[Stored data]
○ ○ ○ ○ ○

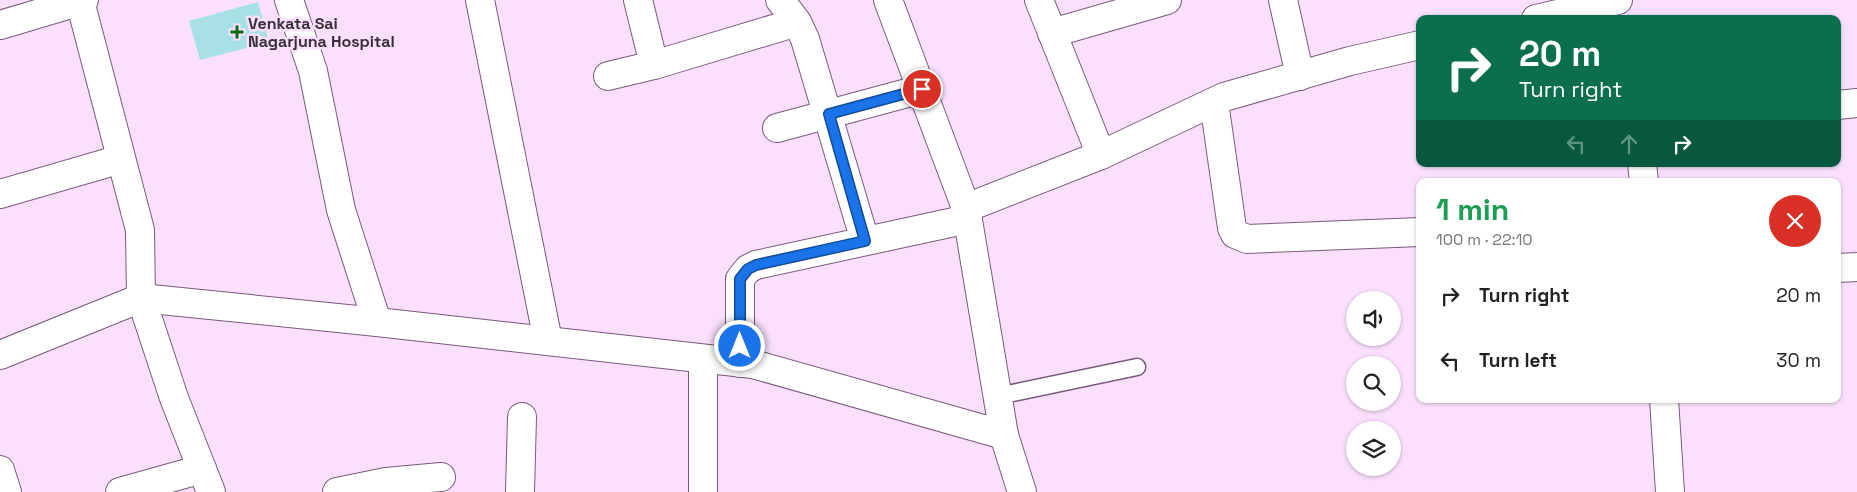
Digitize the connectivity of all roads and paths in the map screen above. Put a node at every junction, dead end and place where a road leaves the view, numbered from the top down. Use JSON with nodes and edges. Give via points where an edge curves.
{"nodes":[{"id":1,"x":289,"y":0,"type":"edge"},
{"id":2,"x":480,"y":0,"type":"edge"},
{"id":3,"x":638,"y":0,"type":"edge"},
{"id":4,"x":780,"y":0,"type":"edge"},
{"id":5,"x":888,"y":0,"type":"edge"},
{"id":6,"x":1039,"y":0,"type":"edge"},
{"id":7,"x":1167,"y":0,"type":"edge"},
{"id":8,"x":1283,"y":0,"type":"edge"},
{"id":9,"x":1618,"y":0,"type":"edge"},
{"id":10,"x":1626,"y":0,"type":"edge"},
{"id":11,"x":82,"y":1,"type":"edge"},
{"id":12,"x":1553,"y":15,"type":"edge"},
{"id":13,"x":1628,"y":15,"type":"edge"},
{"id":14,"x":797,"y":22,"type":"junction"},
{"id":15,"x":0,"y":25,"type":"edge"},
{"id":16,"x":1052,"y":33,"type":"junction"},
{"id":17,"x":1416,"y":46,"type":"edge"},
{"id":18,"x":654,"y":65,"type":"junction"},
{"id":19,"x":608,"y":76,"type":"dead end"},
{"id":20,"x":1300,"y":76,"type":"junction"},
{"id":21,"x":922,"y":89,"type":"junction"},
{"id":22,"x":1214,"y":102,"type":"junction"},
{"id":23,"x":1857,"y":104,"type":"edge"},
{"id":24,"x":1841,"y":105,"type":"edge"},
{"id":25,"x":829,"y":114,"type":"junction"},
{"id":26,"x":778,"y":128,"type":"dead end"},
{"id":27,"x":1100,"y":155,"type":"junction"},
{"id":28,"x":121,"y":159,"type":"junction"},
{"id":29,"x":0,"y":194,"type":"edge"},
{"id":30,"x":967,"y":213,"type":"junction"},
{"id":31,"x":1416,"y":232,"type":"edge"},
{"id":32,"x":865,"y":241,"type":"junction"},
{"id":33,"x":1857,"y":267,"type":"edge"},
{"id":34,"x":1841,"y":268,"type":"edge"},
{"id":35,"x":141,"y":298,"type":"junction"},
{"id":36,"x":378,"y":322,"type":"junction"},
{"id":37,"x":548,"y":341,"type":"junction"},
{"id":38,"x":0,"y":355,"type":"edge"},
{"id":39,"x":703,"y":359,"type":"junction"},
{"id":40,"x":740,"y":363,"type":"junction"},
{"id":41,"x":1138,"y":367,"type":"dead end"},
{"id":42,"x":998,"y":396,"type":"junction"},
{"id":43,"x":1664,"y":403,"type":"edge"},
{"id":44,"x":522,"y":417,"type":"dead end"},
{"id":45,"x":1004,"y":434,"type":"junction"},
{"id":46,"x":0,"y":470,"type":"edge"},
{"id":47,"x":441,"y":477,"type":"dead end"},
{"id":48,"x":206,"y":480,"type":"edge"},
{"id":49,"x":411,"y":486,"type":"edge"},
{"id":50,"x":7,"y":492,"type":"edge"},
{"id":51,"x":120,"y":492,"type":"edge"},
{"id":52,"x":337,"y":492,"type":"edge"},
{"id":53,"x":520,"y":492,"type":"edge"},
{"id":54,"x":703,"y":492,"type":"edge"},
{"id":55,"x":1022,"y":492,"type":"edge"},
{"id":56,"x":1670,"y":492,"type":"edge"}],
"edges":[{"from":1,"to":36,"type":"street","via":[[314,72],[341,210]]},
{"from":2,"to":37,"type":"street"},
{"from":3,"to":18,"type":"street"},
{"from":4,"to":14,"type":"street"},
{"from":5,"to":21,"type":"street"},
{"from":6,"to":16,"type":"street"},
{"from":7,"to":16,"type":"street"},
{"from":8,"to":20,"type":"street"},
{"from":9,"to":12,"type":"street"},
{"from":10,"to":13,"type":"street"},
{"from":11,"to":15,"type":"street"},
{"from":11,"to":28,"type":"street"},
{"from":14,"to":18,"type":"street"},
{"from":14,"to":25,"type":"street","via":[[806,39]]},
{"from":16,"to":27,"type":"street"},
{"from":17,"to":20,"type":"street"},
{"from":18,"to":19,"type":"street"},
{"from":20,"to":22,"type":"street"},
{"from":21,"to":25,"type":"street"},
{"from":21,"to":30,"type":"street"},
{"from":22,"to":27,"type":"street"},
{"from":22,"to":31,"type":"street","via":[[1235,234],[1247,239]]},
{"from":23,"to":24,"type":"street"},
{"from":25,"to":26,"type":"street"},
{"from":25,"to":32,"type":"street"},
{"from":27,"to":30,"type":"street"},
{"from":28,"to":29,"type":"street"},
{"from":28,"to":35,"type":"street","via":[[140,230]]},
{"from":30,"to":32,"type":"street"},
{"from":30,"to":42,"type":"street"},
{"from":32,"to":40,"type":"street","via":[[756,265],[744,272],[740,279]]},
{"from":33,"to":34,"type":"street"},
{"from":35,"to":36,"type":"street"},
{"from":35,"to":38,"type":"street"},
{"from":35,"to":48,"type":"street","via":[[174,398]]},
{"from":36,"to":37,"type":"street"},
{"from":37,"to":39,"type":"street"},
{"from":39,"to":40,"type":"street"},
{"from":39,"to":54,"type":"street"},
{"from":40,"to":45,"type":"street"},
{"from":41,"to":42,"type":"lane"},
{"from":42,"to":45,"type":"street"},
{"from":43,"to":56,"type":"street"},
{"from":44,"to":53,"type":"street"},
{"from":45,"to":55,"type":"street"},
{"from":46,"to":50,"type":"street"},
{"from":47,"to":49,"type":"street"},
{"from":48,"to":51,"type":"street"},
{"from":49,"to":52,"type":"street","via":[[370,485]]}]}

○ ○ ○ ○ ○

THE TASK =>
The result should be every line that contains "dead", copied from the entries.

FINAL ANSWER =>
Digitize the connectivity of all roads and paths in the map screen above. Put a node at every junction, dead end and place where a road leaves the view, numbered from the top down. Use JSON with nodes and edges. Give via points where an edge curves.
{"id":19,"x":608,"y":76,"type":"dead end"},
{"id":26,"x":778,"y":128,"type":"dead end"},
{"id":41,"x":1138,"y":367,"type":"dead end"},
{"id":44,"x":522,"y":417,"type":"dead end"},
{"id":47,"x":441,"y":477,"type":"dead end"},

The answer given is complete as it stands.